Start of The records

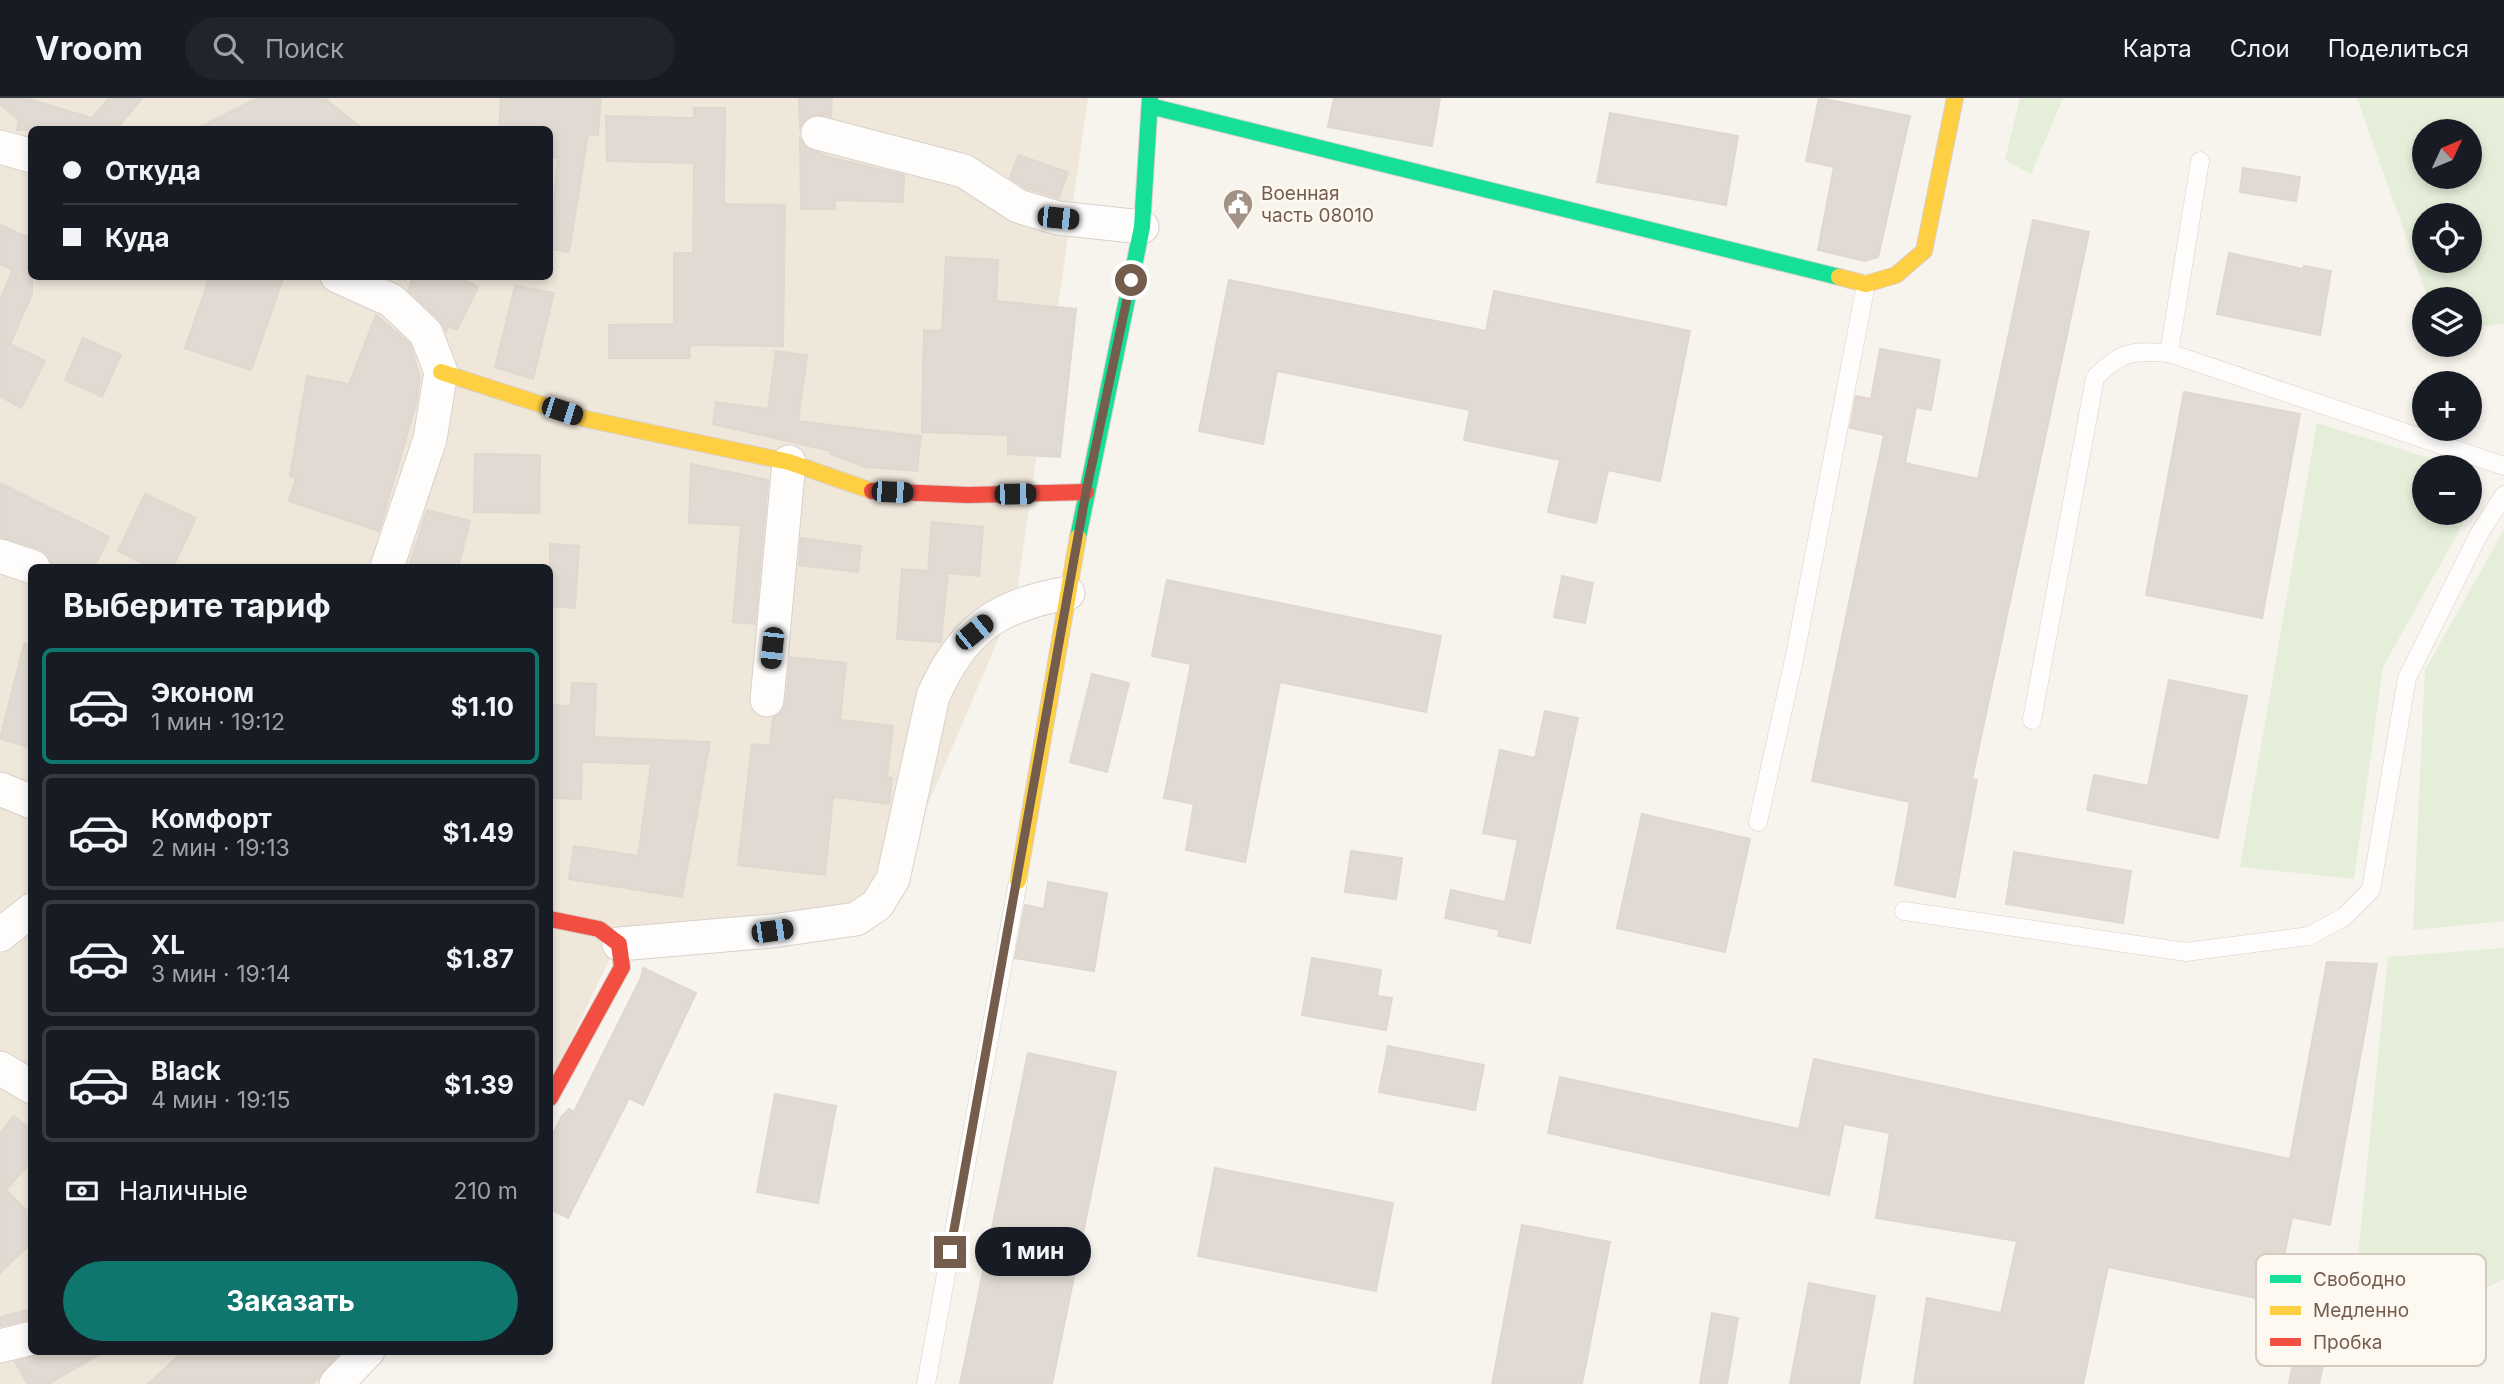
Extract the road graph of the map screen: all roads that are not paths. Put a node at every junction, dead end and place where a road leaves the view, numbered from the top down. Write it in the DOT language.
graph roads {
  1 [pos="1955,98"];
  2 [pos="1150,102"];
  3 [pos="818,133"];
  4 [pos="0,147"];
  5 [pos="28,155"];
  6 [pos="2200,161"];
  7 [pos="1142,228"];
  8 [pos="346,280"];
  9 [pos="1866,284"];
  10 [pos="2169,353"];
  11 [pos="441,372"];
  12 [pos="789,462"];
  13 [pos="2504,466"];
  14 [pos="1086,492"];
  15 [pos="2504,495"];
  16 [pos="0,556"];
  17 [pos="388,564"];
  18 [pos="28,565"];
  19 [pos="1068,593"];
  20 [pos="767,701"];
  21 [pos="2032,720"];
  22 [pos="0,789"];
  23 [pos="28,801"];
  24 [pos="1758,822"];
  25 [pos="1018,881"];
  26 [pos="1904,911"];
  27 [pos="28,913"];
  28 [pos="553,920"];
  29 [pos="0,935"];
  30 [pos="619,944"];
  31 [pos="0,1068"];
  32 [pos="28,1085"];
  33 [pos="553,1093"];
  34 [pos="28,1339"];
  35 [pos="0,1346"];
  36 [pos="364,1355"];
  37 [pos="336,1384"];
  38 [pos="926,1384"];
  1 -- 9 [label="street"];
  2 -- 7 [label="street"];
  2 -- 9 [label="street"];
  3 -- 7 [label="street"];
  4 -- 5 [label="street"];
  6 -- 10 [label="lane"];
  7 -- 14 [label="street"];
  8 -- 11 [label="street"];
  9 -- 24 [label="lane"];
  10 -- 13 [label="lane"];
  10 -- 21 [label="lane"];
  11 -- 12 [label="street"];
  11 -- 17 [label="street"];
  12 -- 14 [label="street"];
  12 -- 20 [label="street"];
  14 -- 19 [label="street"];
  15 -- 26 [label="lane"];
  16 -- 18 [label="street"];
  19 -- 25 [label="street"];
  19 -- 30 [label="street"];
  22 -- 23 [label="street"];
  25 -- 38 [label="lane"];
  27 -- 29 [label="street"];
  28 -- 30 [label="street"];
  30 -- 33 [label="street"];
  31 -- 32 [label="street"];
  34 -- 35 [label="street"];
  36 -- 37 [label="street"];
}
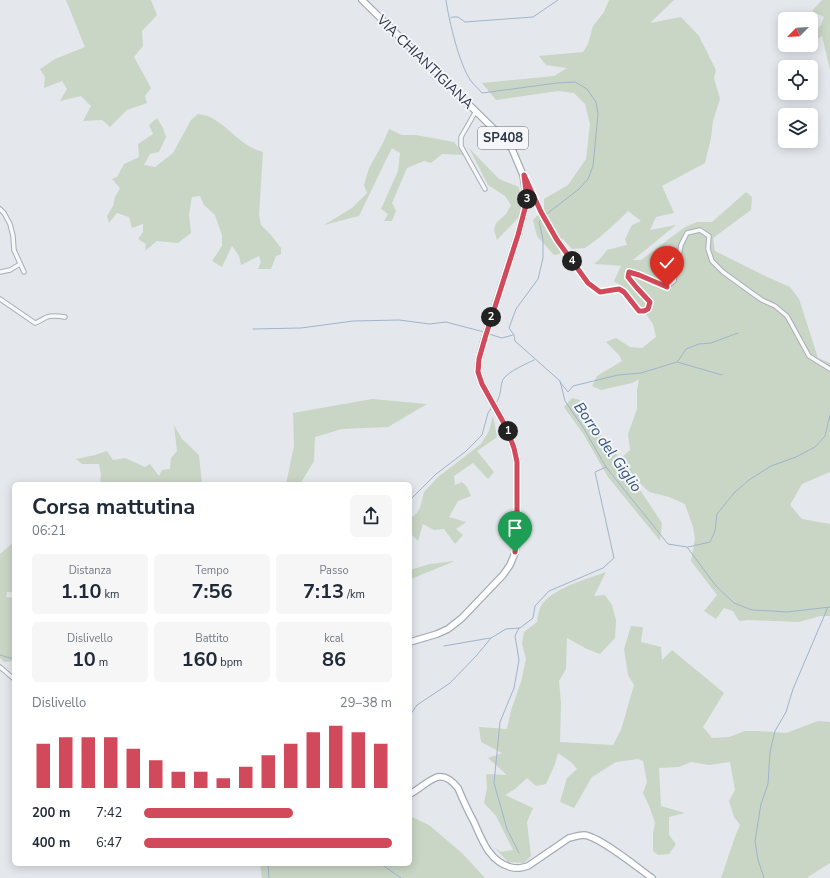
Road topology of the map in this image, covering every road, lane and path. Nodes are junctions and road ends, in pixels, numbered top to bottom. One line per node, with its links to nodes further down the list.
1 (362, 0): 2 (main road, VIA CHIANTIGIANA / SP408)
2 (476, 111): 3 (main road, VIA CHIANTIGIANA / SP408); 4 (street)
3 (524, 175): 11 (street); 12 (main road, VIA CHIANTIGIANA / SP408)
4 (485, 189)
5 (0, 209): 6 (street)
6 (20, 264): 7 (street); 8 (street)
7 (0, 272)
8 (24, 272)
9 (0, 299): 10 (street)
10 (65, 317)
11 (830, 369)
12 (412, 641)
13 (0, 667): 14 (street)
14 (12, 677)
15 (412, 793): 16 (main road)
16 (652, 878)

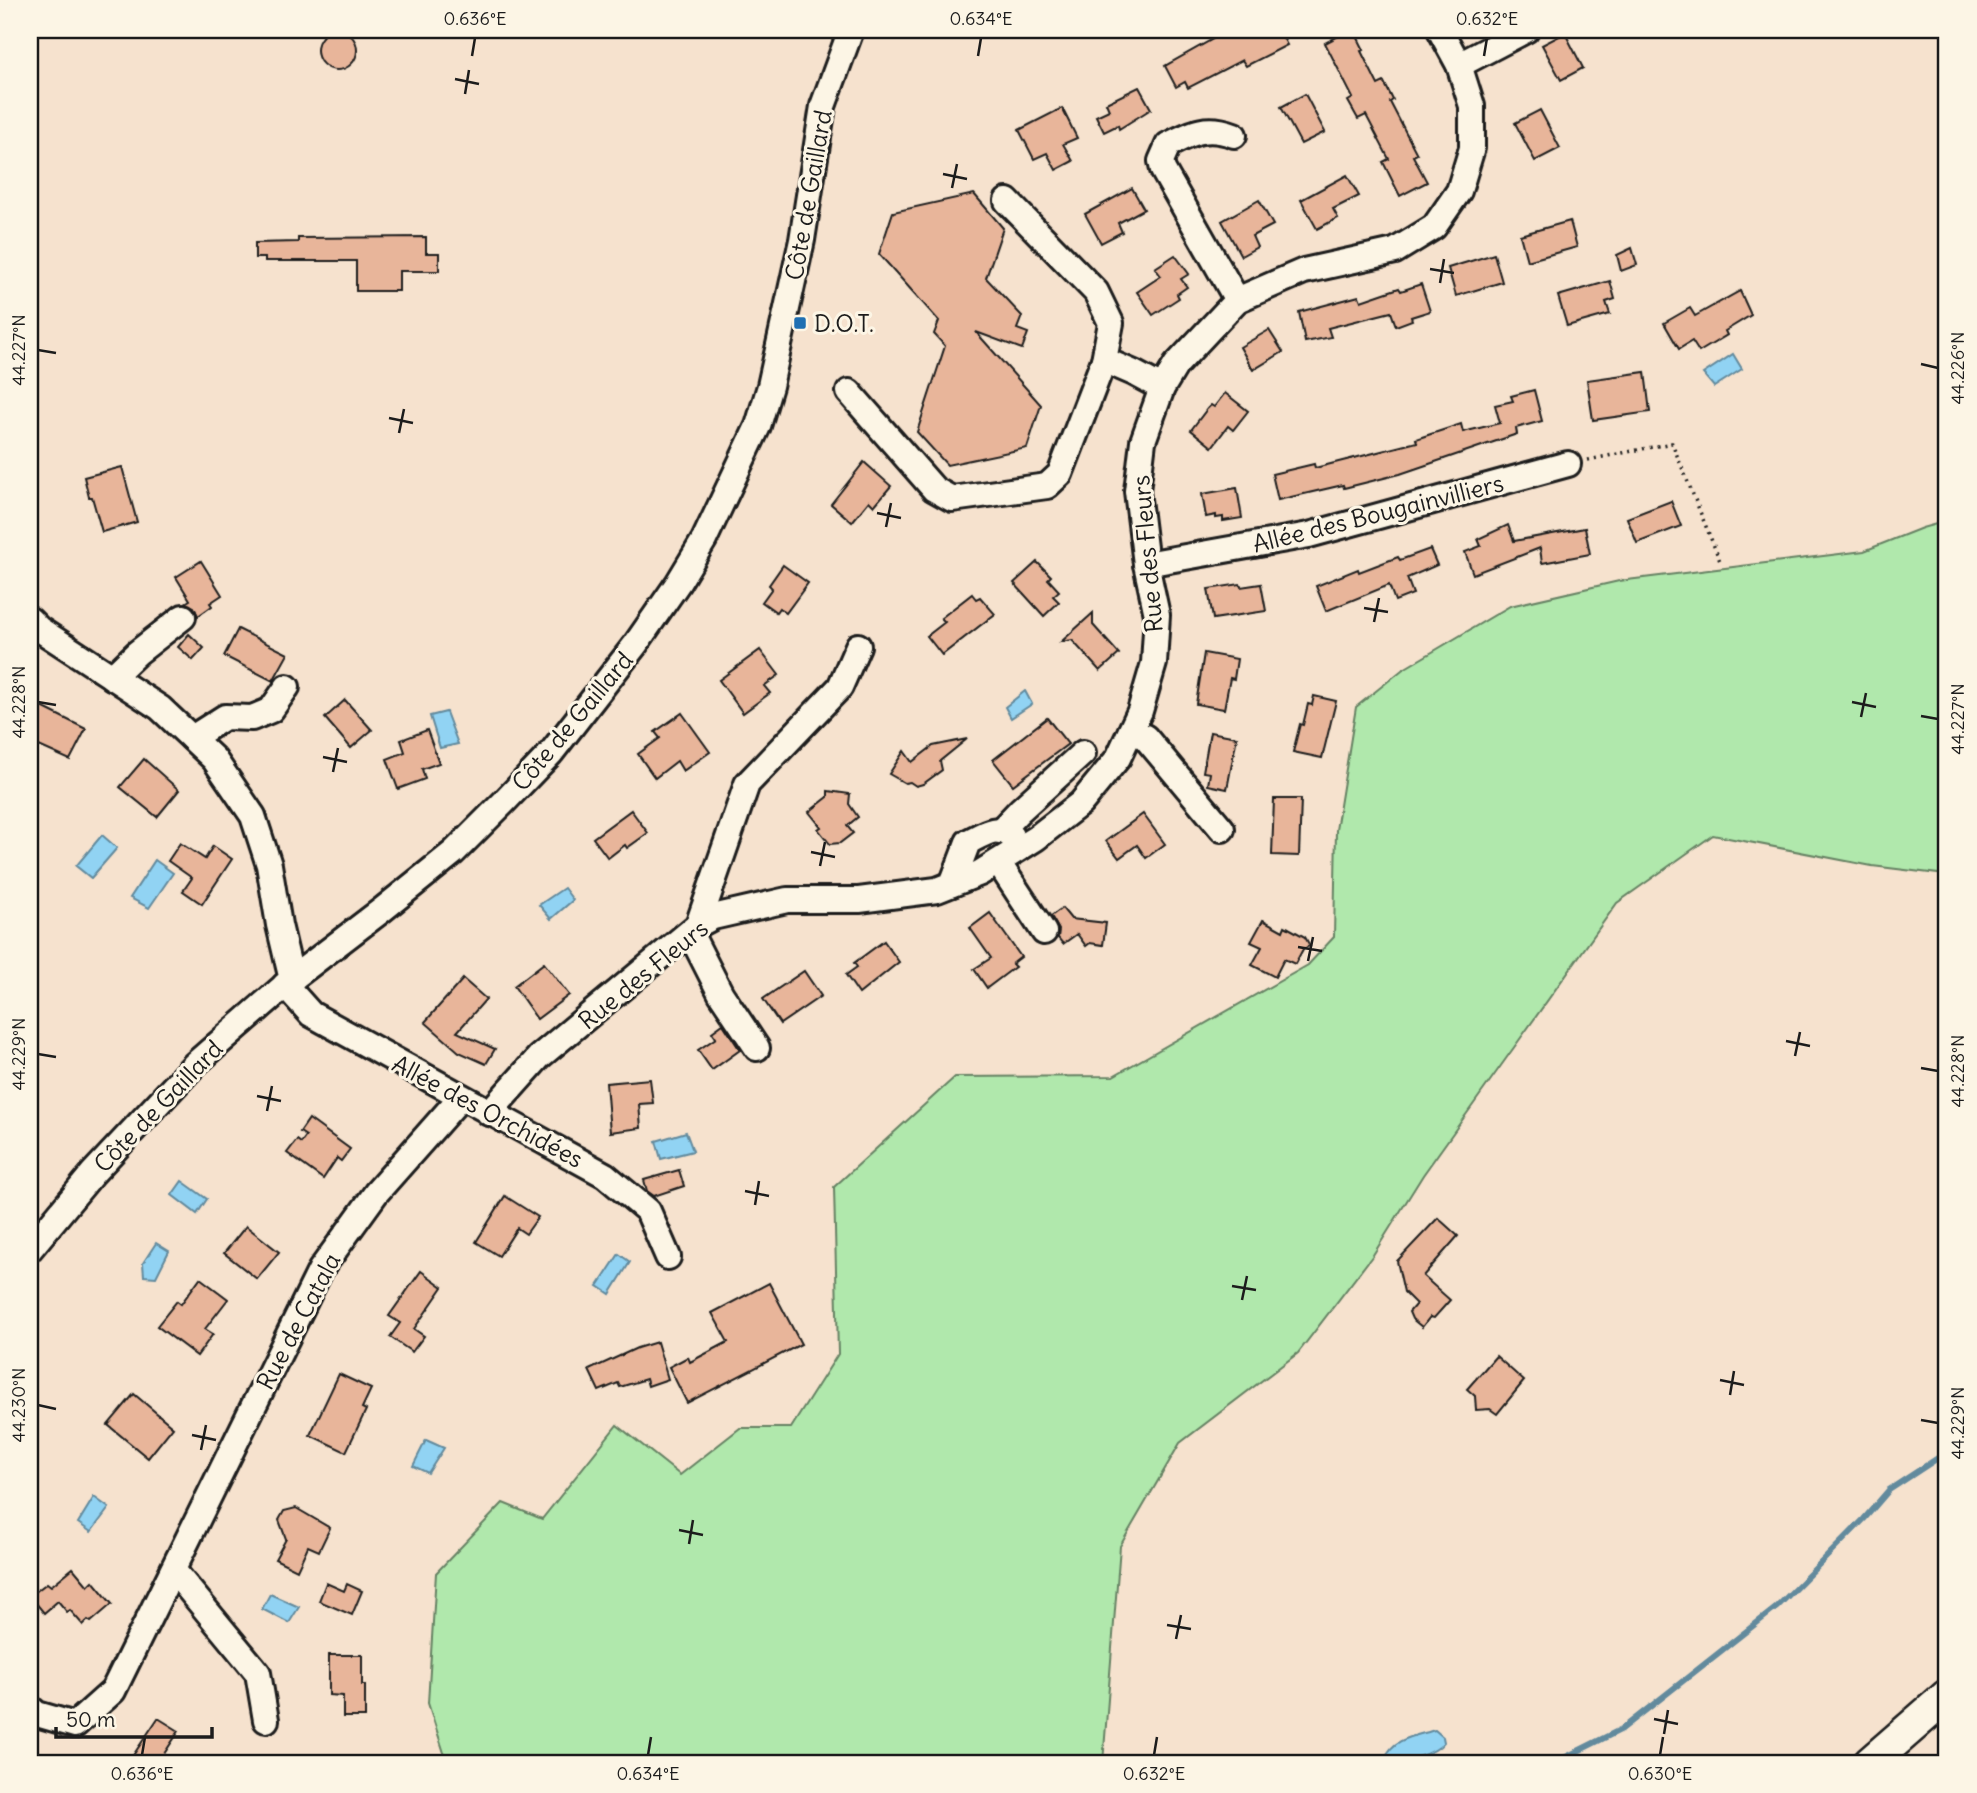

End of The records

◆ **Problem requirements**: The listing above is to be retyped exactly, with all pictures left out.

◆ **Output**:
Extract the road graph of the map screen: all roads that are not paths. Put a node at every junction, dead end and place where a road leaves the view, numbered from the top down. Write it in the DOT language.
graph roads {
  1 [pos="1955,98"];
  2 [pos="1150,102"];
  3 [pos="818,133"];
  4 [pos="0,147"];
  5 [pos="28,155"];
  6 [pos="2200,161"];
  7 [pos="1142,228"];
  8 [pos="346,280"];
  9 [pos="1866,284"];
  10 [pos="2169,353"];
  11 [pos="441,372"];
  12 [pos="789,462"];
  13 [pos="2504,466"];
  14 [pos="1086,492"];
  15 [pos="2504,495"];
  16 [pos="0,556"];
  17 [pos="388,564"];
  18 [pos="28,565"];
  19 [pos="1068,593"];
  20 [pos="767,701"];
  21 [pos="2032,720"];
  22 [pos="0,789"];
  23 [pos="28,801"];
  24 [pos="1758,822"];
  25 [pos="1018,881"];
  26 [pos="1904,911"];
  27 [pos="28,913"];
  28 [pos="553,920"];
  29 [pos="0,935"];
  30 [pos="619,944"];
  31 [pos="0,1068"];
  32 [pos="28,1085"];
  33 [pos="553,1093"];
  34 [pos="28,1339"];
  35 [pos="0,1346"];
  36 [pos="364,1355"];
  37 [pos="336,1384"];
  38 [pos="926,1384"];
  1 -- 9 [label="street"];
  2 -- 7 [label="street"];
  2 -- 9 [label="street"];
  3 -- 7 [label="street"];
  4 -- 5 [label="street"];
  6 -- 10 [label="lane"];
  7 -- 14 [label="street"];
  8 -- 11 [label="street"];
  9 -- 24 [label="lane"];
  10 -- 13 [label="lane"];
  10 -- 21 [label="lane"];
  11 -- 12 [label="street"];
  11 -- 17 [label="street"];
  12 -- 14 [label="street"];
  12 -- 20 [label="street"];
  14 -- 19 [label="street"];
  15 -- 26 [label="lane"];
  16 -- 18 [label="street"];
  19 -- 25 [label="street"];
  19 -- 30 [label="street"];
  22 -- 23 [label="street"];
  25 -- 38 [label="lane"];
  27 -- 29 [label="street"];
  28 -- 30 [label="street"];
  30 -- 33 [label="street"];
  31 -- 32 [label="street"];
  34 -- 35 [label="street"];
  36 -- 37 [label="street"];
}
Road topology of the map in this image, covering every road, lane and path. Nodes are junctions and road ends, in pixels, numbered top to bottom. One line per node, with its links to nodes further down the list.
1 (362, 0): 2 (main road, VIA CHIANTIGIANA / SP408)
2 (476, 111): 3 (main road, VIA CHIANTIGIANA / SP408); 4 (street)
3 (524, 175): 11 (street); 12 (main road, VIA CHIANTIGIANA / SP408)
4 (485, 189)
5 (0, 209): 6 (street)
6 (20, 264): 7 (street); 8 (street)
7 (0, 272)
8 (24, 272)
9 (0, 299): 10 (street)
10 (65, 317)
11 (830, 369)
12 (412, 641)
13 (0, 667): 14 (street)
14 (12, 677)
15 (412, 793): 16 (main road)
16 (652, 878)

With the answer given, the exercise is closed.